Across these three examples, the data also enabled the Federation to establish community-based stroke support groups, identify beneficiaries of government services, and launch a health and wellness awareness campaign within the Las Piñas health and nutrition offices. In each case, the data made needs visible, and visibility sparked action.

Where do we go from here?

In 2024, the Las Piñas profiling model was replicated in the city of Calabanga, demonstrating that an OPD-led data collection approach is transferable. The Las Piñas experience shows that when OPDs are placed at the centre of data processes, the results are not only more relevant to the communities they represent but are also more likely to translate into evidence-based policy change.

While the Las Piñas case has yielded significant policy impact and can help to ensure a safe and inclusive digital future for all, including persons with disabilities, some improvements are still needed to yield long-term impact:

• Prioritize and fund disability and intersectional data, including citizen-generated and qualitative data sources and collection methods to complement traditional statistics.  
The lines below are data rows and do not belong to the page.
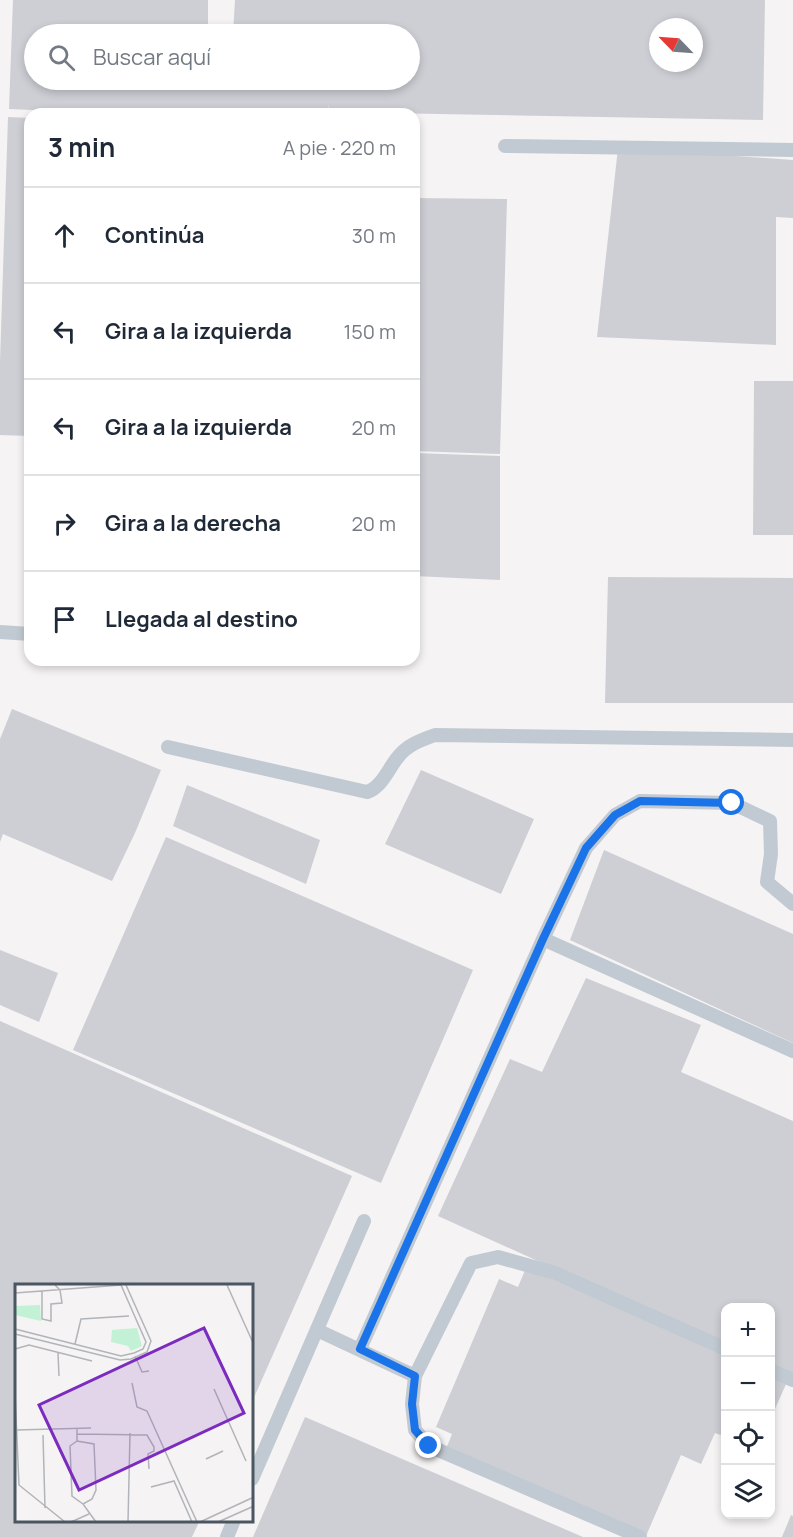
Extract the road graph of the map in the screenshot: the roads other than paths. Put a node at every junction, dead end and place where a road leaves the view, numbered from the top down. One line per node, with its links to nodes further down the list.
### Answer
1 (505, 146): 2 (lane)
2 (793, 150)
3 (0, 632): 4 (lane)
4 (24, 634)
5 (793, 740): 6 (lane)
6 (168, 747)
7 (793, 904): 8 (lane)
8 (543, 939): 9 (lane); 13 (lane)
9 (793, 1051)
10 (364, 1221): 11 (lane)
11 (317, 1330): 13 (lane); 17 (lane)
12 (721, 1347): 15 (lane)
13 (360, 1349): 15 (lane)
14 (775, 1372): 16 (lane)
15 (415, 1376): 20 (lane)
16 (793, 1380)
17 (254, 1474)
18 (234, 1522): 19 (lane)
19 (226, 1537)
20 (640, 1537)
• Align with internationally comparable methods to collect data on persons with disabilities, such as the Washington Group Short Set of Questions (WG-SS) and the Washington Group and UNICEF Child Functioning Module (CFM). The WG-SS has been tested and used in 125 countries globally in censuses or surveys (since 2009) and the UNICEF CFM has been used in 60 countries. This provides important comparability between countries and over time.  

• Increase analysis and uptake of existing data on persons with disabilities, including providing guidelines for authorities and policymakers on how to use the data, which are often missing.

• Integrate disability-related data into national information systems in accessible formats, while ensuring confidentiality and data protection.  

Strengthen data capacity for national statistical offices, including providing enumerator training. Disability awareness provided by experts in the field can lead to more accurate data on prevalence.